Last week I was all fired up to write a post on all my fall and winter wants/needs. Stuff I was all excited to buy, like two-tone Hunter boots, and stuff for the perfect big girl room for Dell Harper, and a new diaper bag, blah, blah, blah. Then at church Sunday before last the sermon was all about the evils of materialism. And I deleted my online shopping bags, feeling mighty guilty about all my imaginary shopping.
It is so easy to get caught up in our disposable, new-new-new, buy-buy-buy culture. I see my friends and acquaintances, (or random people on blogs or instagram) with beautiful new clothes, or a perfectly redecorated house, and I want that too. I mean, who wouldn't want to wear a different new outfit every day? Who wouldn't want new dishes or chairs or stationery?

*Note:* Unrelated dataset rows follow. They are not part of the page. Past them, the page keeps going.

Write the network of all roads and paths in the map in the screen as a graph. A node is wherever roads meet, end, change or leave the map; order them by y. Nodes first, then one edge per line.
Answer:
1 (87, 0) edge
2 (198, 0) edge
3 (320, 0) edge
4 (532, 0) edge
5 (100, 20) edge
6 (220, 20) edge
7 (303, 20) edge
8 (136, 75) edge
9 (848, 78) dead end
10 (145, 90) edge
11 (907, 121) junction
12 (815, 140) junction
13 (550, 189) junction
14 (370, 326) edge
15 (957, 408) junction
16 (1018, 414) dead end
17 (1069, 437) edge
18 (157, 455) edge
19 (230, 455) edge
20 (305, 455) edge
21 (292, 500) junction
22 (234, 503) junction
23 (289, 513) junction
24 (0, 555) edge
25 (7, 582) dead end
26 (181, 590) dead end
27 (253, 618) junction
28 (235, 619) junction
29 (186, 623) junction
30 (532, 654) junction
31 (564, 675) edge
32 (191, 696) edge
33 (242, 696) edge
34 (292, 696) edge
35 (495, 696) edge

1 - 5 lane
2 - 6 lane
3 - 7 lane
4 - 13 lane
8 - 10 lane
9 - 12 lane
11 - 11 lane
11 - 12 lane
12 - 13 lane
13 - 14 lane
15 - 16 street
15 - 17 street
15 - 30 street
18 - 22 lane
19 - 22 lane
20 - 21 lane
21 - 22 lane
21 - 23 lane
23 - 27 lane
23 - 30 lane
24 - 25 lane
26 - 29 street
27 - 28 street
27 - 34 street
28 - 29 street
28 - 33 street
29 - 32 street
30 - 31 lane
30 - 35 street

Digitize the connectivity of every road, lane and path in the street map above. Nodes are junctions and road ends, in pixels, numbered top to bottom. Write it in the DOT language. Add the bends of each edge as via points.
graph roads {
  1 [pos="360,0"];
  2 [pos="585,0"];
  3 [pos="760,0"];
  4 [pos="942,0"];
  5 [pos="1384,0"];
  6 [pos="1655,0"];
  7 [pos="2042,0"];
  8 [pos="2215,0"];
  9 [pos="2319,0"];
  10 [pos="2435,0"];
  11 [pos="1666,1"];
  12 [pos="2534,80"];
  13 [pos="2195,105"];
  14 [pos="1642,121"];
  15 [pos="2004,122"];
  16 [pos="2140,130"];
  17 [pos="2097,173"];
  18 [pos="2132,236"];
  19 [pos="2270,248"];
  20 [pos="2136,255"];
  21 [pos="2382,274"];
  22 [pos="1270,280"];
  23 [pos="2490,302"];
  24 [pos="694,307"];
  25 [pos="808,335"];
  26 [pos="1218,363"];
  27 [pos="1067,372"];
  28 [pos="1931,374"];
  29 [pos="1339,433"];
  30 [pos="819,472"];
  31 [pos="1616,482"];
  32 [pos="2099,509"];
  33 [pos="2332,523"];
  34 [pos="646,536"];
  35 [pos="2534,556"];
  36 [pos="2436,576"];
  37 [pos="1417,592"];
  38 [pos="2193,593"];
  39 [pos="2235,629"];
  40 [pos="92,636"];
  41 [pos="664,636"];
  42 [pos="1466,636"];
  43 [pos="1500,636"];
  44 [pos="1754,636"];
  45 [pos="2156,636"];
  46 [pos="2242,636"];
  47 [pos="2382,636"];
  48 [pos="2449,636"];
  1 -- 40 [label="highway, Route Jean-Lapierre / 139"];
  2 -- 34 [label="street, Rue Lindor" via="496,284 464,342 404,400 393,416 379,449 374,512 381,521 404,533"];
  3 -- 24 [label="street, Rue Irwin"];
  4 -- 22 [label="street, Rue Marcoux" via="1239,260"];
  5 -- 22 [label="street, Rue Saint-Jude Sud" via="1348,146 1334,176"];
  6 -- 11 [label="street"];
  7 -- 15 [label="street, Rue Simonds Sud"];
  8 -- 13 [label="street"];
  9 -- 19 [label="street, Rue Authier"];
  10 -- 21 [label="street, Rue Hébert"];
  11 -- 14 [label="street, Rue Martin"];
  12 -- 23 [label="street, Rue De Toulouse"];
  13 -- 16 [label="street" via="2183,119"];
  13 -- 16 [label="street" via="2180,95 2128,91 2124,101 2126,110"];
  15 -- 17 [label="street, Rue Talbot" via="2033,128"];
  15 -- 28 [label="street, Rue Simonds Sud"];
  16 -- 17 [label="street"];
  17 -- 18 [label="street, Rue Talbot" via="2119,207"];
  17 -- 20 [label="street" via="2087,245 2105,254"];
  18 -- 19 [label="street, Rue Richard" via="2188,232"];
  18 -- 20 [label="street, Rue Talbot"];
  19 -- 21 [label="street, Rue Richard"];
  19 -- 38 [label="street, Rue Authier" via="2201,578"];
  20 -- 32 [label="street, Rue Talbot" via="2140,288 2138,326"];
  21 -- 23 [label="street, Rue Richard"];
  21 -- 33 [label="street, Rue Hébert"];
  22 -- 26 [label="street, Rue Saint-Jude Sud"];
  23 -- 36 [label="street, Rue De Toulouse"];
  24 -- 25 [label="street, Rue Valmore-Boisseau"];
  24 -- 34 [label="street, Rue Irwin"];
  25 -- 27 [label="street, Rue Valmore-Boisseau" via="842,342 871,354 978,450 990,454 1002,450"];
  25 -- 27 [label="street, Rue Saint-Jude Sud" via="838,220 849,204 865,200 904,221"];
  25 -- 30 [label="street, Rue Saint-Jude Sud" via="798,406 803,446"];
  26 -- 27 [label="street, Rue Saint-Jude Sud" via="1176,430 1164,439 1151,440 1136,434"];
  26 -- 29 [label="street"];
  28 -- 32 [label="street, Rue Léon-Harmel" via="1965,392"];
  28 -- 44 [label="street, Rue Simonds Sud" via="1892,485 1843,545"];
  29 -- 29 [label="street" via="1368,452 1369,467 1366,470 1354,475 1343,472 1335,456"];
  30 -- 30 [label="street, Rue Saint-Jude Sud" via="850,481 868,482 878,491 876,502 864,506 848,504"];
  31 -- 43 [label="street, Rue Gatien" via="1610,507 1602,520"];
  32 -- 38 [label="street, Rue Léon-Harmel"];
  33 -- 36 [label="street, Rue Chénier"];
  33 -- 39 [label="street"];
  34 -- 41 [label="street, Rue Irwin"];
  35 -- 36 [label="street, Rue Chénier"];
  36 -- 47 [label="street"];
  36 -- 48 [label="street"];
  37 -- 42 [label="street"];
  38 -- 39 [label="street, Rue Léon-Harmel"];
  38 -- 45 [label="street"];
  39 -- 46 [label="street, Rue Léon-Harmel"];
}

But truth be told, I also get a bit disgusted with myself. I don't need to spend money on things. Dell Harper doesn't care if the chair in her room is old or new, or how much it cost. She just cares about whether it is comfy for reading books and snuggling with her mama (it is, although becoming a bit of a tight squeeze these days). She truly does not give a shit whether her stroller came from craigslist or is brand spanking new with a thousand dollar price tag to prove it. So why should I care?
So, I thought deep about all of the above, and resolved to do better. My innate frugality battles with my love of beautiful things. And pretty clothes (although none are to be had right now in my current situation). I need to let go of my horror of rewearing the same clothes over and over. No one cares except for me.
I felt purposeful and renewed to live and spend sensibly, and ignore the cheap thrill of a new bauble or cheaply made article of clothing from J. Crew or Anthroplogie. Frugal Frannie, that's me.
Then, my mom came over to help with bath the other night. Miss Priss had me at wit's end with her one of twice yearly meltdowns. I needed reinforcement and a smiling face, so mama to the rescue. While doing Dell Harper's bath, I bent over the tub, and Mama exclaimed, "Samma! I can see your crack!". I was MORTIFIED, (not because of my mom, but because I had been wearing these maternity leggings for the past three days (between washings)). They had not only a run in the seat of the pants, but had grown thin with my repeated washings and wearings the past month. You could see straight through them! I had worn them to exercise class, with a tunic for a party, with a t-shirt to the grocery store- all over town! And, with an extremely active toddler, I bend over a lot.
So, I decided that materialism aside, it was time for some new leggings. Even the good Lord understands that no one needs to see my crack. That just ain't right.